Dataset entries:
* * *

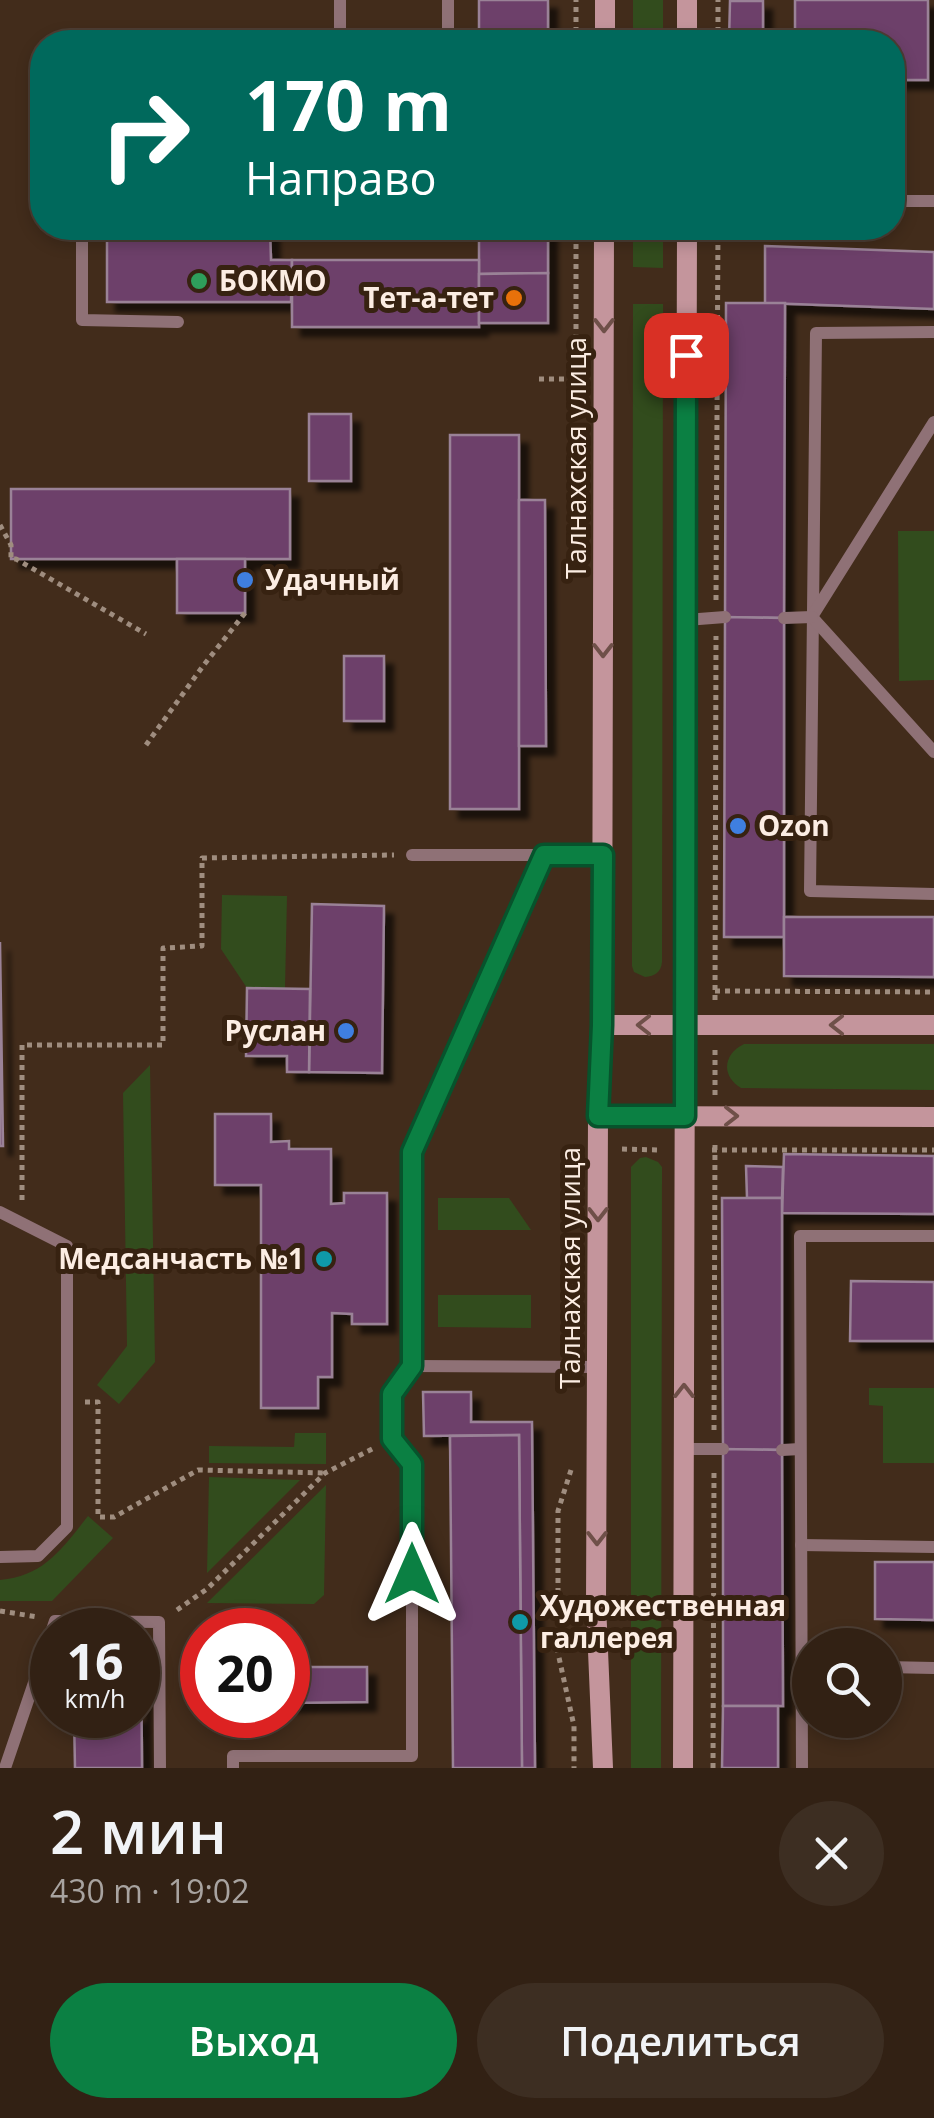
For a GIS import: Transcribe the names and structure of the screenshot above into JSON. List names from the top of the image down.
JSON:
{
  "streets": {
    "street": ["Талнахская улица"]
  },
  "places": [
    "БОКМО",
    "Тет-а-тет",
    "Удачный",
    "Ozon",
    "Руслан",
    "Медсанчасть №1",
    "Художественная галлерея"
  ],
  "page": {
    "turn": ["170 m", "Направо"],
    "speed": "16 km/h",
    "limit": "20",
    "heading": ["2 мин", "430 m · 19:02"],
    "buttons": ["Выход", "Поделиться"]
  }
}
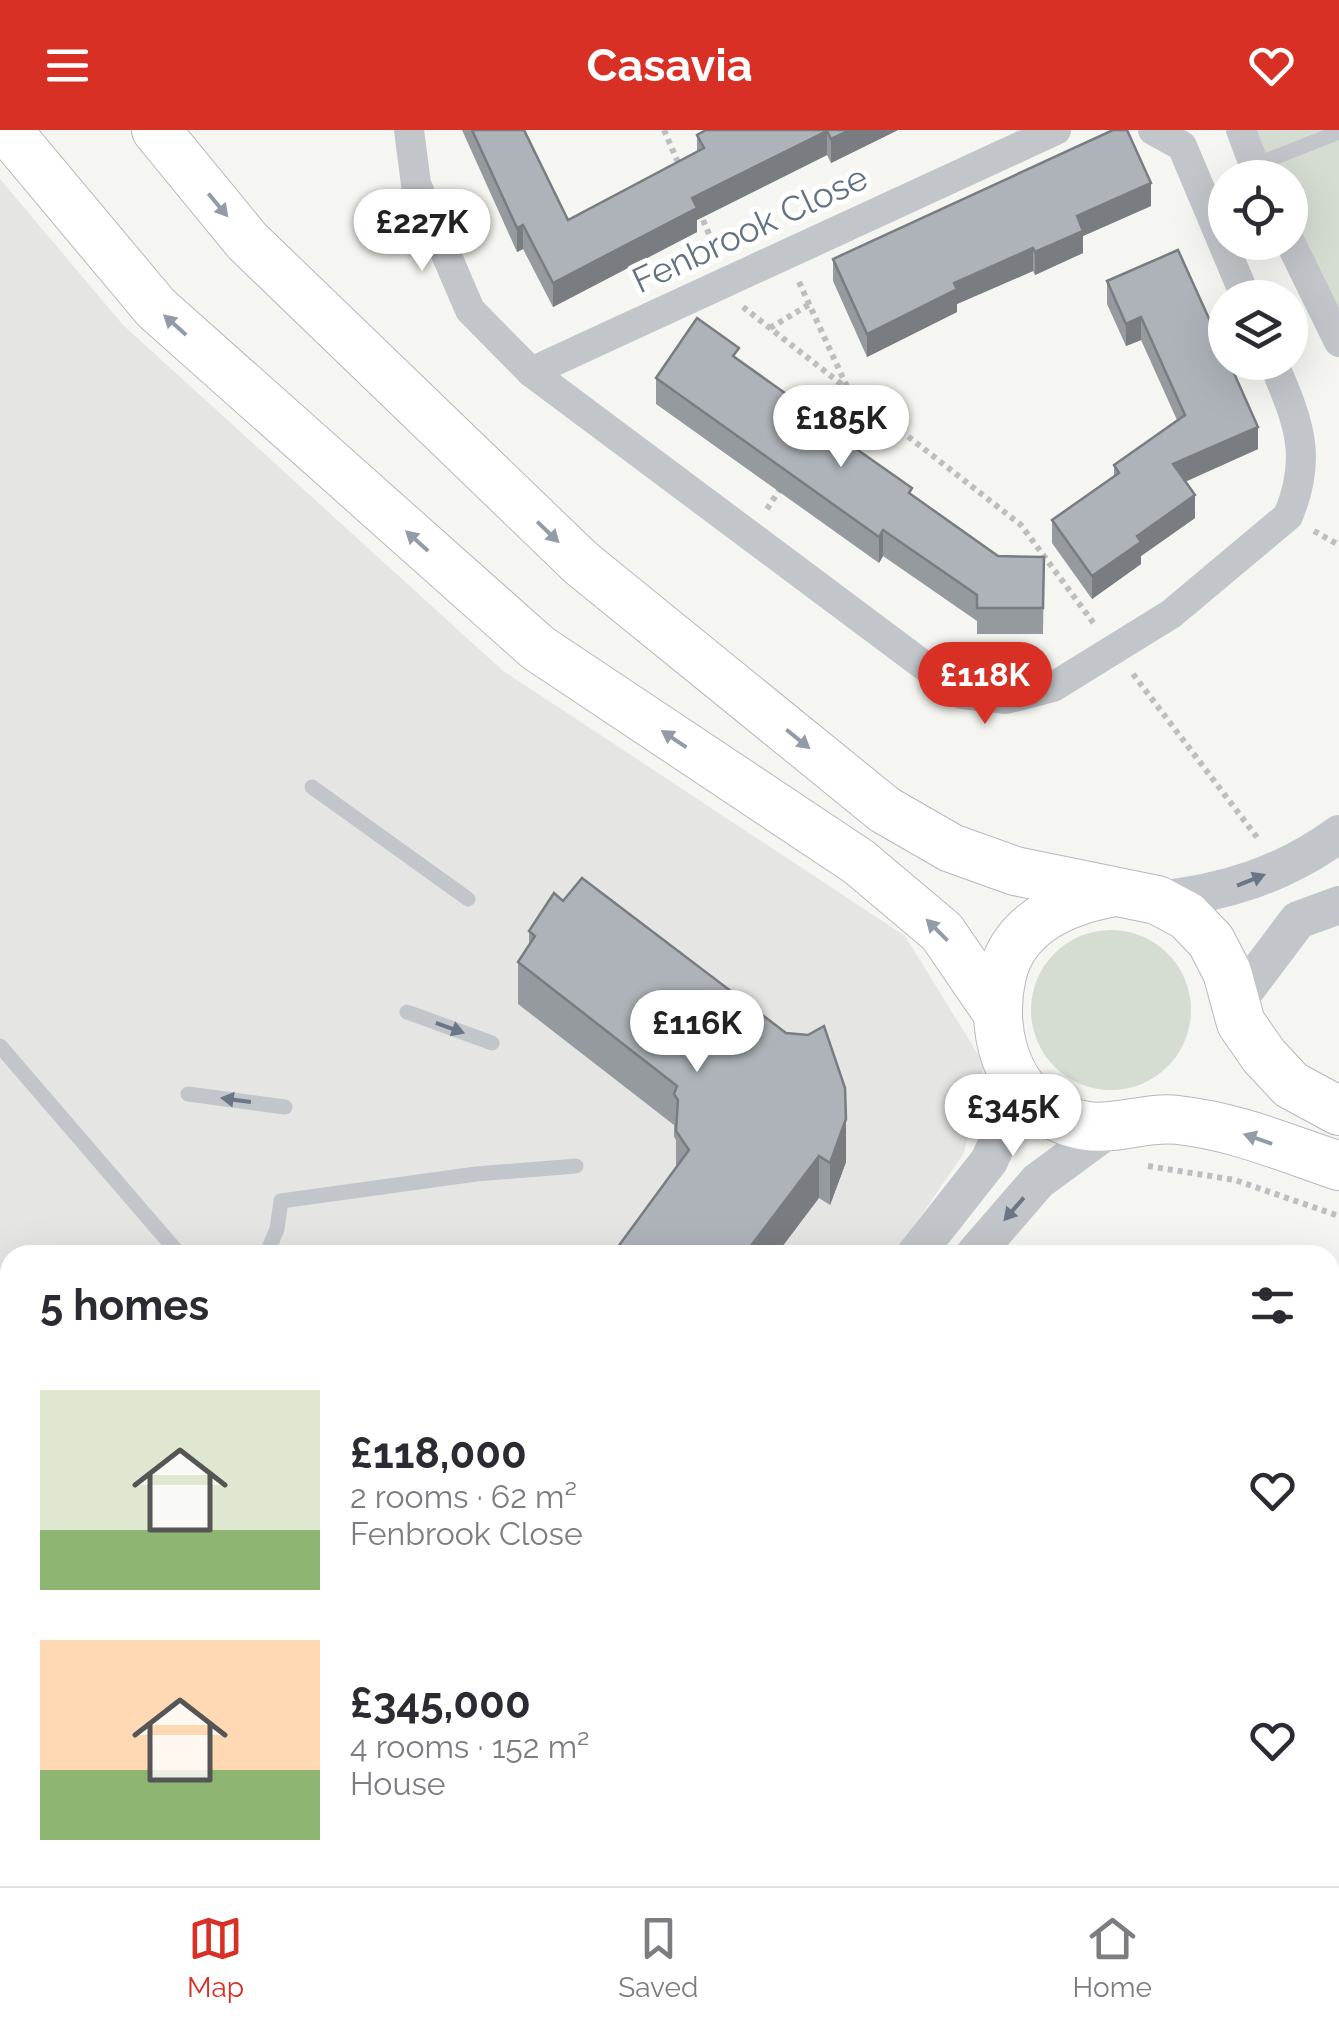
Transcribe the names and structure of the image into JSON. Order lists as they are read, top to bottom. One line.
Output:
{"streets":{"street":["Fenbrook Close"]},"page":{"header":"Casavia","price":["£227K","£185K","£118K","£116K","£345K"],"heading":"5 homes","list":[{"name":"£118,000","note":"2 rooms · 62 m² · Fenbrook Close"},{"name":"£345,000","note":"4 rooms · 152 m² · House"}],"tabs":["Map","Saved","Home"]}}
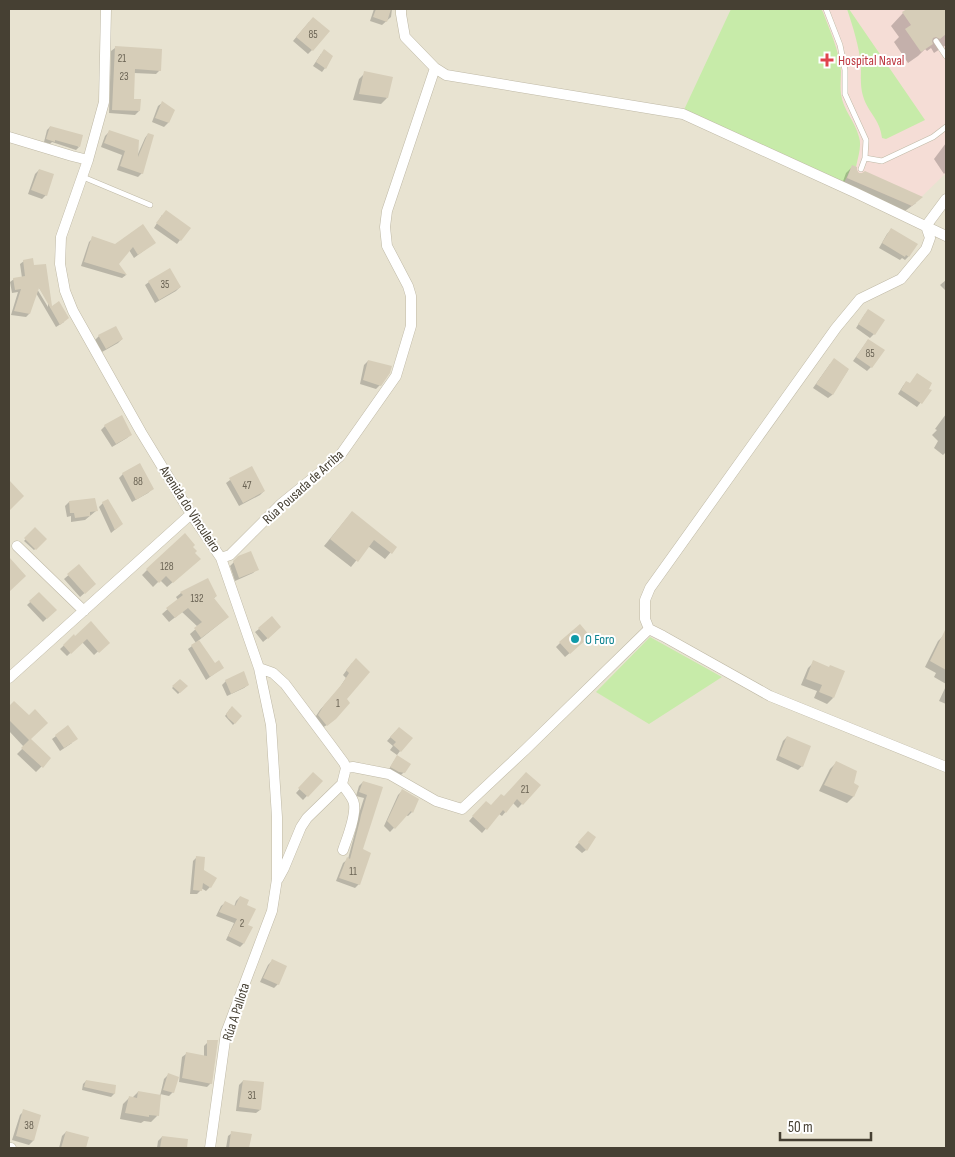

* * *

» **What to produce**
I need every line of the data that has the word "names"; please list them.

» **Solution to the problem**
For a GIS import: Transcribe the names and structure of the screenshot above into JSON. List names from the top of the image down.
Transcribe the names and structure of the image into JSON. Order lists as they are read, top to bottom. One line.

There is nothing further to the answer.